> **WORK REQUEST**: Work out how many lines of the material contain the string "image". Respond with the number only.

> **DATA SHOWN**:
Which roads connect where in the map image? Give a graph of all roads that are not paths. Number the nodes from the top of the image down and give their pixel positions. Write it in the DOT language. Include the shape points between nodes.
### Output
...
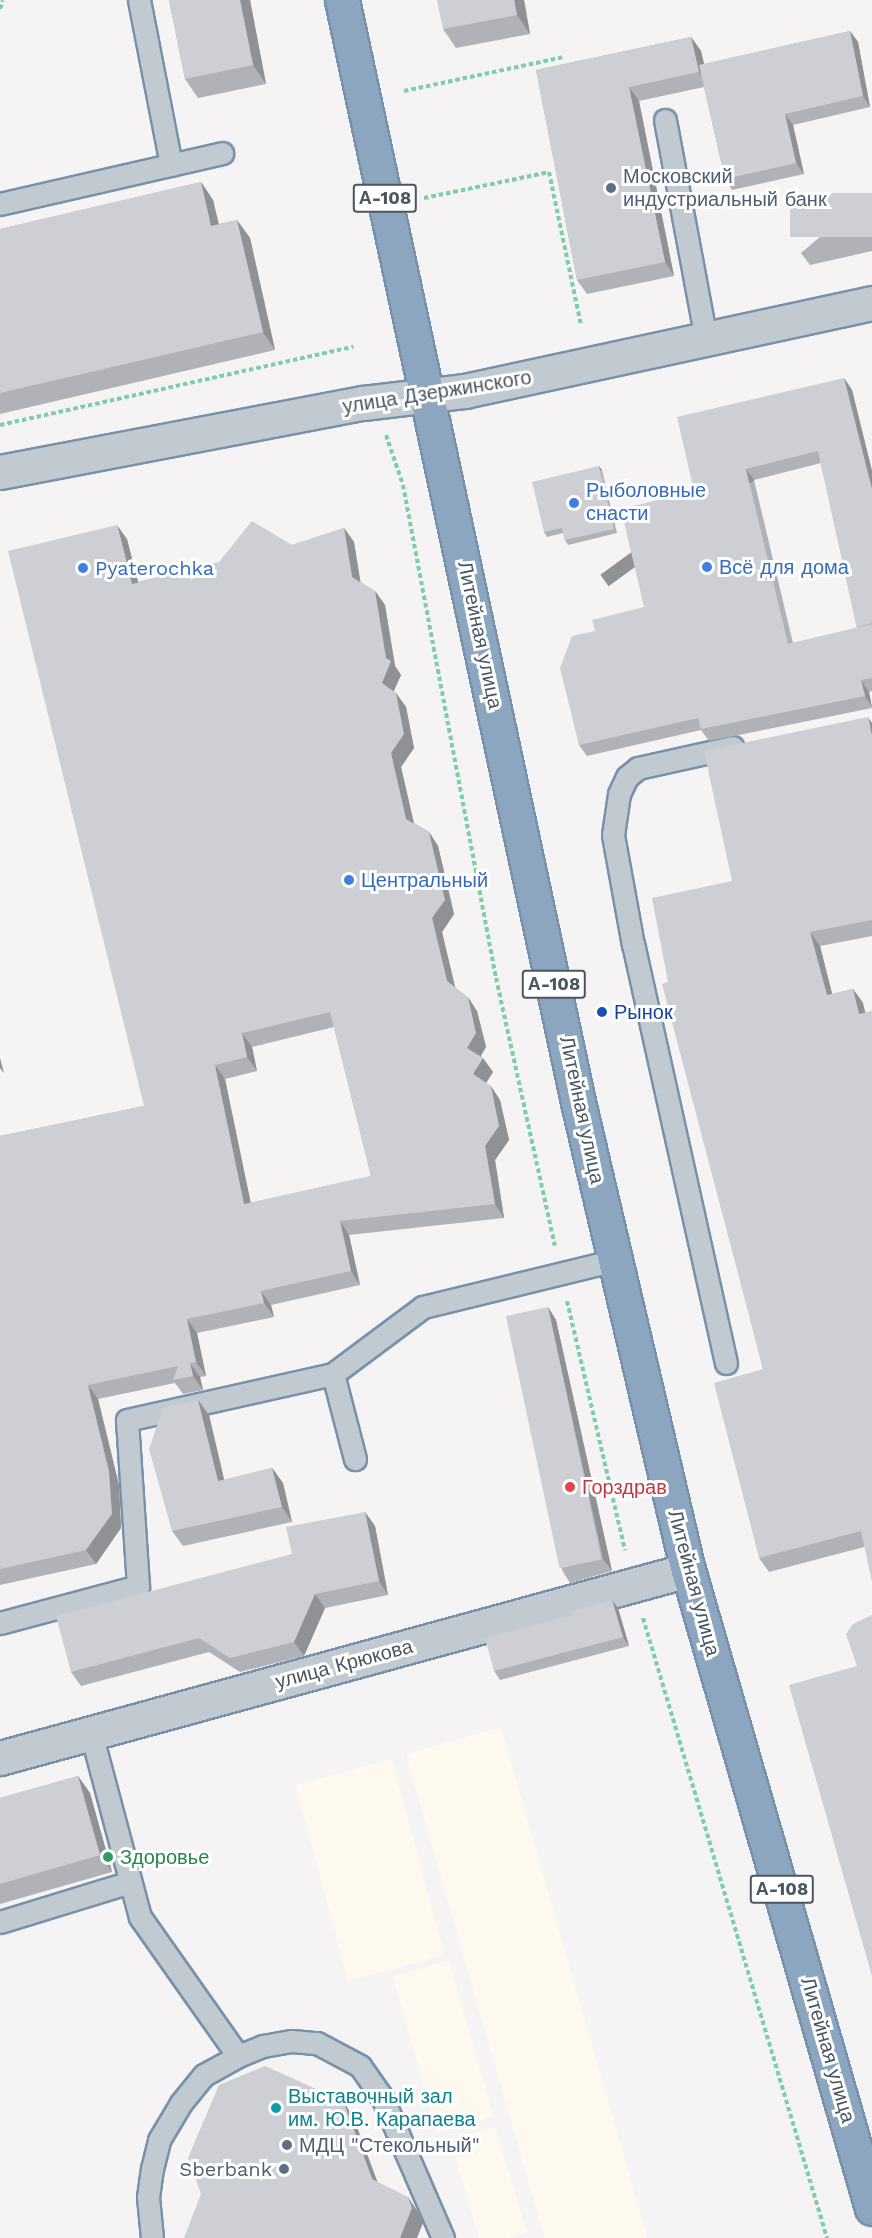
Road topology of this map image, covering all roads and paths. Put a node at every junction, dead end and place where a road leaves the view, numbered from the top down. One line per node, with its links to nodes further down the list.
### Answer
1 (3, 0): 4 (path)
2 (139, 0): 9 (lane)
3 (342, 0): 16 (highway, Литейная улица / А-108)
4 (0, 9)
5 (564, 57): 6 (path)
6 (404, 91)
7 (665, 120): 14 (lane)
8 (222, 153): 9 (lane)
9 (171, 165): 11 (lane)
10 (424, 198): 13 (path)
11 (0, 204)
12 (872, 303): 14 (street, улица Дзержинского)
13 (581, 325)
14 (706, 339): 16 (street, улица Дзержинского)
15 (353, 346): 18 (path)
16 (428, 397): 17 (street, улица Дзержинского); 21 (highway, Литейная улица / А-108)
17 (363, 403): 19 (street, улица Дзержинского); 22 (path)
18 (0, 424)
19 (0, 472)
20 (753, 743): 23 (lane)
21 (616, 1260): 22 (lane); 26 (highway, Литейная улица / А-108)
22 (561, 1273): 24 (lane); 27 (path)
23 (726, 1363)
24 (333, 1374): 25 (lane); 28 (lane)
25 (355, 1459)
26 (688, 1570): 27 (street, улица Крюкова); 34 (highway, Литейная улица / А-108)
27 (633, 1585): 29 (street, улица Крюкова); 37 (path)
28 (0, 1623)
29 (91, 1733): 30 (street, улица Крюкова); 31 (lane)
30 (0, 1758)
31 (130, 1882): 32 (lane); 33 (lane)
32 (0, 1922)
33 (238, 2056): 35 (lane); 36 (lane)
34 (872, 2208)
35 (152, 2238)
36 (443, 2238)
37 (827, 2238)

> **RESULT OF THIS TASK**: 2